Los movimientos populares en alianza con Cáritas y la ong Un Techo Para Mi País lograron una ley nacional que ampara a los barrios populares. Eso derivó en el RENABAP, el registro de 4 mil barrios en todo el país. La experiencia contada por los propios vecinos de los barrios en Moreno.
Por Lucas Schaerer
El origen de la palabra parroquia es la iglesia entre las casas.
Este modo de encarar la fe atraviesa a los integrantes de Cáritas y los Hogares de Cristo del obispado de Merlo-Moreno y los ha llevado a la alta política.
Allá por el año 2016 los Movimientos Populares se unieron con Cáritas y la ong Un Techo para Mi País para lograr convertir en ley la protección y desarrollo de los barrios populares de toda la Argentina.
Esa ley se logró en pleno gobierno liberal de Cambiemos encabezado por Mauricio Macri. Por esa normativa nacional nace el Registro Nacional de Barrios Populares (ReNaBap).
Los municipios de Moreno y Merlo son por el registro oficial las localidades con más cantidad de barrios populares en toda la patria, un total de 166. Aunque más de una veintena de barrios aún no están censados y no están bajo el resguardo del RENABAP, a cargo de Fernanda Miño.
En el obispado de Merlo-Moreno, con más de 1.200.000 de habitantes, el máximo responsable es Fernando Maletti. Un pastor con olor a oveja, un cura que peregrina entre la piedad popular de un 80 por ciento de vecinos bautizados, que además está acompañado por una estructura de 42 parroquias, 63 sacerdotes, 37 diáconos permanentes, 68 religiosos y 90 religiosas.
Maletti tiene una comunidad de fe muy comprometida, que trabaja en las comunidades más empobrecidas mediante Cáritas y los Hogares de Cristo.

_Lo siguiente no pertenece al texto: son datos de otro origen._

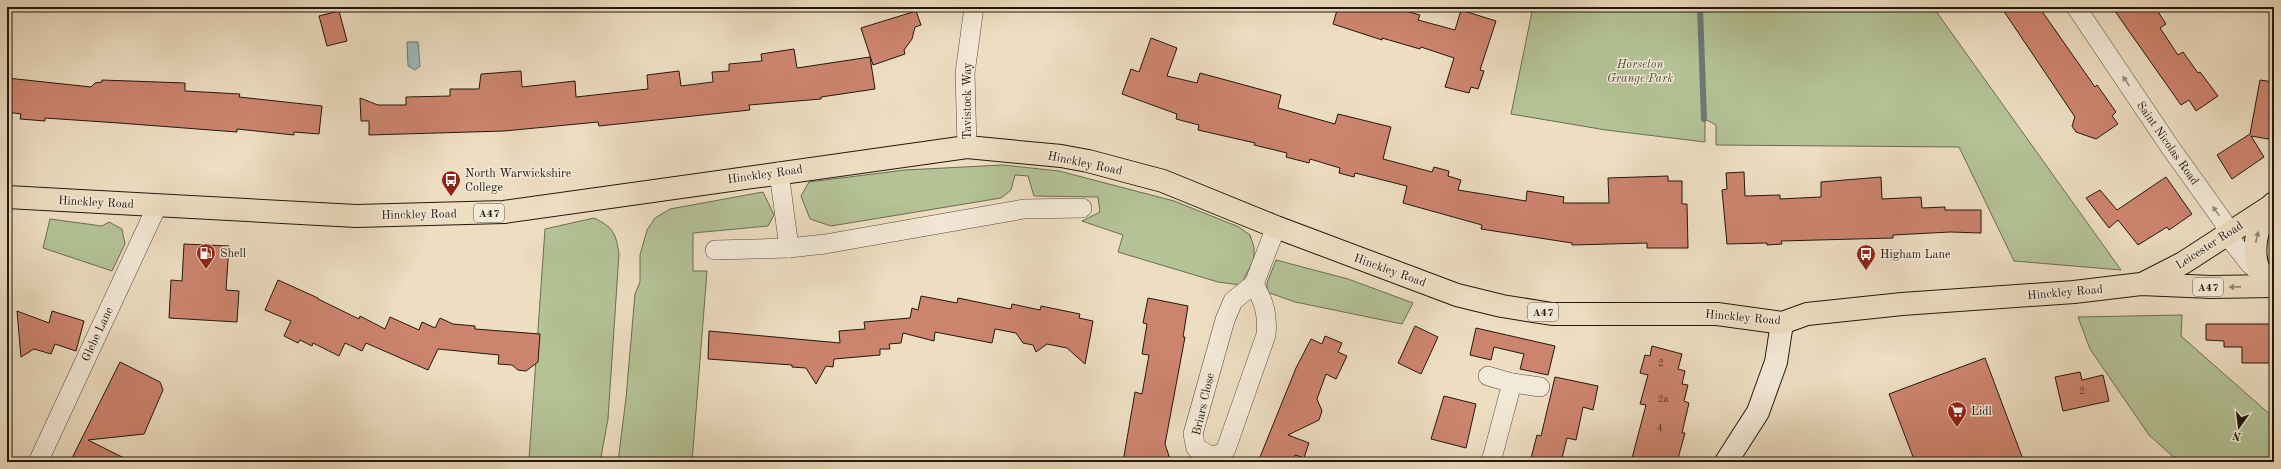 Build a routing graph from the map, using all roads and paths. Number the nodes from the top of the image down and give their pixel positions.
1 (974, 7) edge
2 (2076, 7) edge
3 (968, 147) junction
4 (779, 172) junction
5 (7, 197) edge
6 (2272, 204) edge
7 (156, 206) junction
8 (1082, 208) dead end
9 (1276, 227) junction
10 (2228, 232) junction
11 (789, 248) junction
12 (715, 250) dead end
13 (2270, 281) edge
14 (1254, 284) junction
15 (2141, 284) junction
16 (1782, 323) junction
17 (1488, 376) dead end
18 (1512, 383) junction
19 (1540, 387) dead end
20 (38, 462) edge
21 (1491, 462) edge
22 (1726, 462) edge

1 - 3 street, Tavistock Way
10 -> 2 street, Saint Nicolas Road
3 - 4 main road, Hinckley Road / A47
3 - 9 main road, Hinckley Road / A47
4 - 7 main road, Hinckley Road / A47
4 - 11 street
5 - 7 main road, Hinckley Road / A47
6 - 10 main road, Leicester Road / A47
13 -> 6 main road, A47
7 - 20 street, Glebe Lane
8 - 11 street
9 - 14 street, Briars Close
9 - 16 main road, Hinckley Road / A47
10 - 13 street, Saint Nicolas Road
10 - 15 main road, Leicester Road / A47
11 - 12 street
13 -> 15 main road, A47
14 - 14 street, Briars Close
15 - 16 main road, Hinckley Road / A47
16 - 22 street
17 - 18 street
18 - 19 street
18 - 21 street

Moreno Primero habló con la vicedirectora de Cáritas, Marisa Martínez. “Mucha vida y capacidad de organización en los barrios populares que muchas veces superan las propuestas de la propia gestión municipal, de la gobernación o Nación, porque en definitiva todos somos Estados”. Martínez tiene 42 años, y hace más de 20 que trabaja de administrativa en una Jardín Comunitario de Merlo. No vive en un barrio popular pero los conoce, trabaja, los peregrina y los une dentro de la iglesia con creyentes, como ella, que habitan en barrios urbanizados.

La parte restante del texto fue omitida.